The physiological pathways of NPs entry into the body include skin permeation, inhalation, and oral consumption. As a matter of fact, the characteristics of the NPs as well as their extent directly affect the ADME profile in human and other living systems (Katouzian & Jafari, 2016). As NPs enter the GIT via the oral route, they remain isolated from blood by epithelial cells. NPs may translocate to the other organs through the connective tissues located beneath the epithelial layer. Moreover, the absorption of the NPs seems to be different in different parts of the GIT, as it is high in the small intestine and relatively low in the buccal cavity (Roblegg et al., 2012). Deleterious effects have been observed as a result of NPs accumulation in the intestinal cells, such as inflammatory bowel disease (Tetley, 2007), besides other studies revealed that some metal NPs can be aggregated in rats’ (Jani, McCarthy, & Florence, 1994) and fish (Zhang et al., 2007) intestine and transferred to other organs causing inflammation responses. The aftermath of inflammation and lacerations could be the high rate of NPs’ uptake within the intestine. Moreover, food NPs present in the intraepithelial zone can compete in absorbance with normal food due to their high surface area and extra reactivity (Frohlich & Roblegg, 2012).

The safety of produced nanocapsules plus their physicochemical and functional properties are of utmost importance in the production process and their health outcomes. Monitoring of the safety of nanocapsules is also essential during their fabrication. Thus, the identification and implementation of safety analysis techniques by precise and correct instruments are necessary for the development of nanoencapsulation technologies for the food and nutraceutical industries.

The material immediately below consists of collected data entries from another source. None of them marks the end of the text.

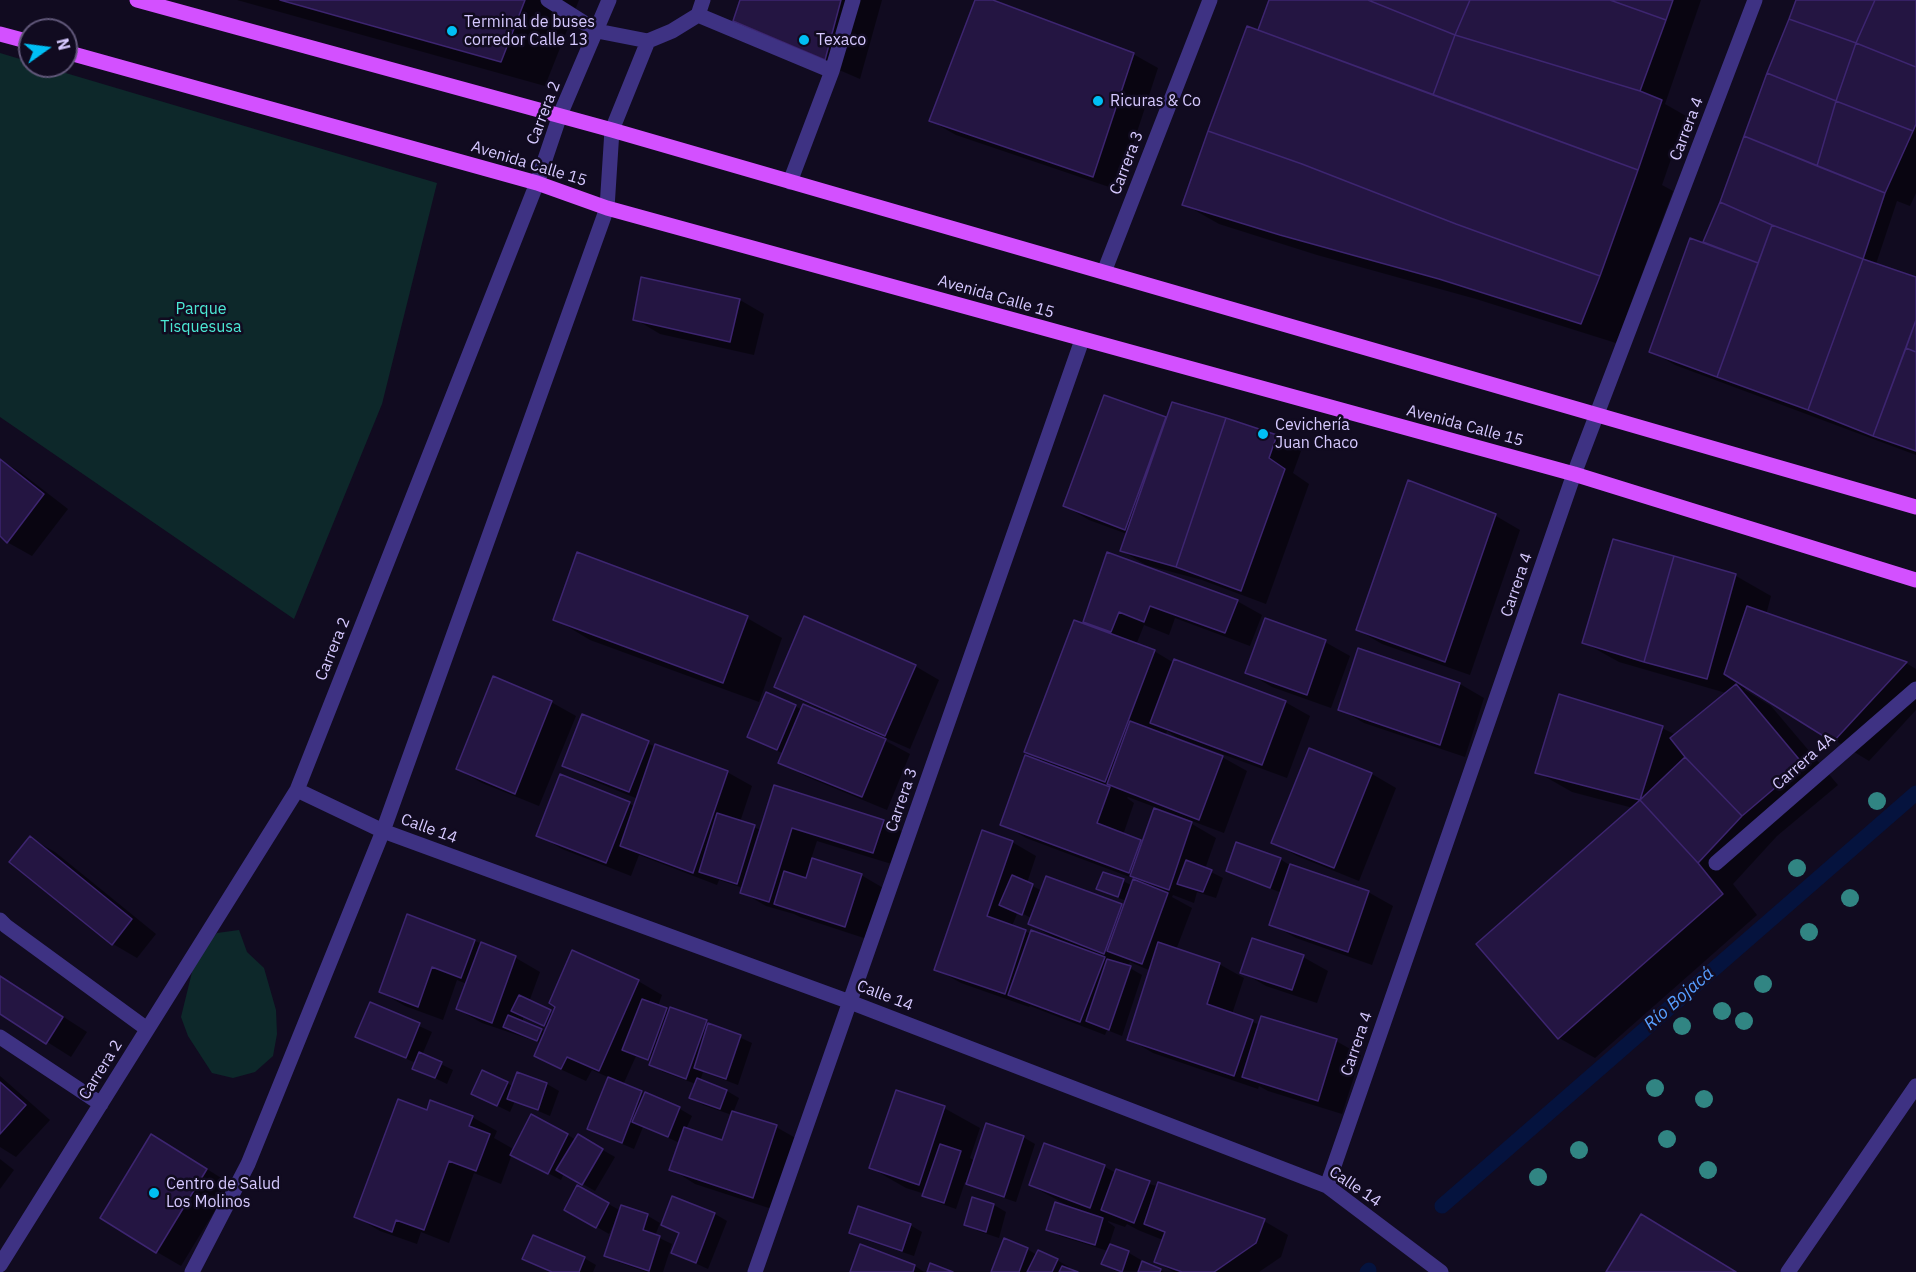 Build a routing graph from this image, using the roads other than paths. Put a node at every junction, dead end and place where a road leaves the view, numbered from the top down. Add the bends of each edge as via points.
1 (137, 0) edge
2 (548, 0) edge
3 (609, 0) edge
4 (704, 0) edge
5 (853, 0) edge
6 (1210, 0) edge
7 (1755, 0) edge
8 (698, 15) junction
9 (597, 31) junction
10 (0, 34) edge
11 (18, 39) edge
12 (648, 41) junction
13 (78, 55) edge
14 (832, 71) junction
15 (560, 115) junction
16 (612, 130) junction
17 (790, 182) junction
18 (537, 183) junction
19 (607, 208) junction
20 (1104, 272) junction
21 (1082, 340) junction
22 (1598, 415) junction
23 (1574, 474) junction
24 (1916, 507) edge
25 (1916, 580) edge
26 (1916, 689) edge
27 (297, 790) junction
28 (383, 831) junction
29 (1716, 863) dead end
30 (0, 920) edge
31 (850, 1002) junction
32 (147, 1029) junction
33 (0, 1037) edge
34 (1916, 1086) edge
35 (101, 1104) junction
36 (1327, 1186) junction
37 (0, 1265) edge
38 (192, 1272) edge
39 (755, 1272) edge
40 (1441, 1272) edge
41 (1788, 1272) edge

1 - 15 main road
2 - 9 street
3 - 9 street, Carrera 2
4 - 8 street
5 - 14 street
6 - 20 street, Carrera 3
7 - 22 street, Carrera 4
8 - 12 street
8 - 14 street
9 - 12 street
9 - 15 street, Carrera 2
10 - 11 main road
12 - 16 street
13 - 18 main road, Avenida Calle 15
14 - 17 street
15 - 16 main road
15 - 18 street, Carrera 2
16 - 17 main road
16 - 19 street
17 - 20 main road
18 - 19 main road, Avenida Calle 15
18 - 27 street, Carrera 2
19 - 21 main road, Avenida Calle 15
19 - 28 street
20 - 22 main road
21 - 23 main road, Avenida Calle 15
21 - 31 street, Carrera 3
22 - 23 street, Carrera 4
22 - 24 main road
23 - 25 main road, Avenida Calle 15
23 - 36 street, Carrera 4
26 - 29 street, Carrera 4A
27 - 28 street, Calle 14
27 - 32 street, Carrera 2
28 - 31 street, Calle 14
28 - 38 street via 248,1164
30 - 32 street
31 - 36 street, Calle 14
31 - 39 street, Carrera 3
32 - 35 street, Carrera 2
33 - 35 street
34 - 41 street
35 - 37 street, Carrera 2
36 - 40 street, Calle 14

Concerning the possible toxicity and risks of digested NPs, it should be considered their physicochemical alterations triggered by pH, ionic strength, carbohydrate, lipid, and the protein content of the body fluids (Frohlich & Roblegg, 2012). When the NPs enter the blood stream, they react with blood cells as well as proteins of plasma; afterward, they enter the cells and can modify DNA of the cells, therefore changing their performance. In spite of the low rate of NPs absorption in the body, they can be accumulated in organs in long term and cause cytotoxicity and immunological responses. Currently, not many studies have been performed regarding the toxicity and absorption profile of food-relevant NPs. Therefore, clinical studies and in vitro tests should be carried out to fill the gap existing in safety of these edible engineered NPs (Bellmann et al., 2015). In this chapter, mostly the safety and toxicity potential of food-relevant and edible nanostructures are discussed and chiefly the recent investigations are sought. Moreover, the characterization methods and instruments are explored in detail.